Experts Quibble Whether New Madrid Fault Poses Threat

December 16, 2005

The earth under the New Madrid Seismic Zone either isn’t shifting or is barely shifting at all, say independent university analyses of global positioning system stations stuck in the ground and monitored for a decade. The St. Louis Post-Dispatch’s recent story said the cataclysmic shifts of past earthquakes remain unexplained, the mechanism for future earthquakes still a mystery.

The results contradict a study by the University of Memphis. The university study made headlines in June when it said that two GPS stations on opposite sides of the Reelfoot fault had moved closer to each other at a rate that rivaled faults in California. The compression could coil up the faults for future earthquakes.

Eric Calais of Purdue University, said that the University of Memphis results had to be a statistical anomaly, probably an instrumental error and not anywhere close to the motions of the San Andreas fault, which slips more than 10 times as fast as the two Reelfoot fault GPS stations seem to be creeping toward each other.

University of Memphis author Michael Ellis, said his group was trying to show that the motions are consistent with the level of seismic hazard that geologists have already established for New Madrid.

In California, earthquakes are caused by the more predictable process of plate tectonics. The Pacific Ocean plate grinds against the North American plate along the San Andreas fault, which ruptures regularly in earthquakes. New Madrid sits in the middle of the quiet, rigid North American plate.

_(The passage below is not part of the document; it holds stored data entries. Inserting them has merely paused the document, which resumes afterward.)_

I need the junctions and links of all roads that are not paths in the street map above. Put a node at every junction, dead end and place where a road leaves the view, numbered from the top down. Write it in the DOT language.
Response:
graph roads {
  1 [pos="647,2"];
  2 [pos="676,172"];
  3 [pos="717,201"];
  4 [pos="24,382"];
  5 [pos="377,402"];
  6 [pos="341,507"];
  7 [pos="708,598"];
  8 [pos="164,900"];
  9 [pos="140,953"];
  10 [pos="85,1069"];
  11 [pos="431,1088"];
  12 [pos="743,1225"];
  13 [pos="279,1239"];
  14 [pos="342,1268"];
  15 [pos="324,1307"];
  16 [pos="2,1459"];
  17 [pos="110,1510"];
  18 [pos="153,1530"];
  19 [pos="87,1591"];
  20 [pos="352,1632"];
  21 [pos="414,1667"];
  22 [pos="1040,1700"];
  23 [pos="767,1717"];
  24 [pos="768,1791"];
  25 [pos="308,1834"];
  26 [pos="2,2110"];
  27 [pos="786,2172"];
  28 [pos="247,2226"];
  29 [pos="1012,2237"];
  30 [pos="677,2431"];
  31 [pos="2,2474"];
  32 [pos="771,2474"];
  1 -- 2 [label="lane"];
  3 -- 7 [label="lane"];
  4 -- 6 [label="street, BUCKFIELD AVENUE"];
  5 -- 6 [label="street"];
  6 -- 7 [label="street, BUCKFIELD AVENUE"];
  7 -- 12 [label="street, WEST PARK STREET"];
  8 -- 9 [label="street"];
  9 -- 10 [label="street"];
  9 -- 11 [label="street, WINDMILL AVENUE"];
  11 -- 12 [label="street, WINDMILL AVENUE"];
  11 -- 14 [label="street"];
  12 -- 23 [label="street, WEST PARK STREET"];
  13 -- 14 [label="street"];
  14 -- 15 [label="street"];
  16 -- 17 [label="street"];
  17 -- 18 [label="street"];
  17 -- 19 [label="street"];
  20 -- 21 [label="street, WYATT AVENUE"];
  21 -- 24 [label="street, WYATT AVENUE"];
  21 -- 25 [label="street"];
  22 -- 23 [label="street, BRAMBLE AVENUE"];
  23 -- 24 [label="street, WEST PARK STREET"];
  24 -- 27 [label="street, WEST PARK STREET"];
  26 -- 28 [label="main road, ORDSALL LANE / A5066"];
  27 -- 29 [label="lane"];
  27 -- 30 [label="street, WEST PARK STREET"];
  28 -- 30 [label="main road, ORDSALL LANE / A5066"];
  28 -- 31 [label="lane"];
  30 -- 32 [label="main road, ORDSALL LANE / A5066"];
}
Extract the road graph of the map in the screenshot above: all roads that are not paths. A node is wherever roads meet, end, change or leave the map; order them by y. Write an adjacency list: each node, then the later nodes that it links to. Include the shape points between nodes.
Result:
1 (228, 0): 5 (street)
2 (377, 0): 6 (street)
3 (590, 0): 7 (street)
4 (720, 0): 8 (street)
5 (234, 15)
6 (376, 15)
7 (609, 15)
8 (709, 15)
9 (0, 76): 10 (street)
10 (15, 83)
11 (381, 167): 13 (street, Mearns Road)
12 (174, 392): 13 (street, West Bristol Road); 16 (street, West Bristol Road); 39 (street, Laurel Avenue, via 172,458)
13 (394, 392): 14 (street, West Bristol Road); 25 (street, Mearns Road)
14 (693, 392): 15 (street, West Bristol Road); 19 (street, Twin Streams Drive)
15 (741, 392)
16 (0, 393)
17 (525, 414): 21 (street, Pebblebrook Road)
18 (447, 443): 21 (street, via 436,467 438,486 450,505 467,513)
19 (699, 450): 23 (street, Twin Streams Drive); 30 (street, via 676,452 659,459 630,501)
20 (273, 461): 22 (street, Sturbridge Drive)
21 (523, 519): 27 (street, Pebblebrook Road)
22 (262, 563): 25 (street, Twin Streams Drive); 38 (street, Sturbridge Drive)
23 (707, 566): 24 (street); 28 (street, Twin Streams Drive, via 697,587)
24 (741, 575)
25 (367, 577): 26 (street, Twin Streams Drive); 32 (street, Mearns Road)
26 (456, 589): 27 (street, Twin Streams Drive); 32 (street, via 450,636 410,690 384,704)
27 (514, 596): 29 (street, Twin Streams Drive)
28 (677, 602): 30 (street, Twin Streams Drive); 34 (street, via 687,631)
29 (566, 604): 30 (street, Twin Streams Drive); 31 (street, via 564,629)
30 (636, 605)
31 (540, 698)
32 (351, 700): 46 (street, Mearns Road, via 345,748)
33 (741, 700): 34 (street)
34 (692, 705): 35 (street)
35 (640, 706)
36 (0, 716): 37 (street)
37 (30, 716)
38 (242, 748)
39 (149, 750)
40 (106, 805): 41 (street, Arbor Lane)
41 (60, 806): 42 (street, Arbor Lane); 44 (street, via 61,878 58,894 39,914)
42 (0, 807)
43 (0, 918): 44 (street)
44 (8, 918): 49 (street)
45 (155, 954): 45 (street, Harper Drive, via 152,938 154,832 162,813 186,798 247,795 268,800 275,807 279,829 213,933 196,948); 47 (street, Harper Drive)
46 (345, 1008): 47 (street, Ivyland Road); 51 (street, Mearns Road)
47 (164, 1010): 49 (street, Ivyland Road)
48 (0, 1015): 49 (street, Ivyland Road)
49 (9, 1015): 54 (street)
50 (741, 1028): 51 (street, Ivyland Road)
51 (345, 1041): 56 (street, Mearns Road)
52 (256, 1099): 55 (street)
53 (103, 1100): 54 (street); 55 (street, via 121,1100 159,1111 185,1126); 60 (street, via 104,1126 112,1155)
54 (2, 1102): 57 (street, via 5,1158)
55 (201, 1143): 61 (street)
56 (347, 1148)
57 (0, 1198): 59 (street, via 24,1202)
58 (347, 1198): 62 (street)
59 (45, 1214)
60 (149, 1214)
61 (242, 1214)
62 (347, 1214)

Ellis’ paper was the first to suggest that the plate is stretching and straining near New Madrid, Mo. The groups agree that the tiny motions they’re arguing about – as much as an eighth of an inch per year – would need to be almost twice as big to build up the strain needed to unleash the huge magnitude 7 or 8 earthquakes that occurred in 1811 on the New Madrid Fault and at regular 500-year intervals for the past few thousand years.

Purdue’s Calais questioned the findings, suggesting that either the past earthquakes weren’t as big as geologists thought, the earthquake process has stopped or it’s in a quiet period that could suddenly start up again.

Officials are trying to decide how important the earthquake hazard is in light of conflicting studies. Last week, Missouri Gov. Matt Blunt met with his Cabinet officials to review earthquake response plans. Less than 41 percent of Missourians have earthquake insurance according to the Governor.

In Missouri, county by county, the percentage of homeowners with earthquake insurance varies wildly, and is not necessarily connected to how close the homeowner is to New Madrid. In some counties near New Madrid, fewer than 50 percent of homeowners have it. Yet in places such as Chesterfield, located far away from the fault, 84 percent of homeowners have insurance.

Some insurance companies have stopped writing business in the Midwest, citing the great uncertainty of setting prices for unpredictable events. Last year, Safeco Insurance stopped offering earthquake policies in Tennessee and stopped offering the coverage in Missouri and Illinois this year.

Scientists differ on whether earthquake insurance makes sense.

“There’s more chance that a tornado will destroy my house than an earthquake,”Ellis said.

But Calais, who is saying that the hazard might not be as great as previously thought, still said he would nonetheless purchase earthquake insurance if he lived in southeastern Missouri.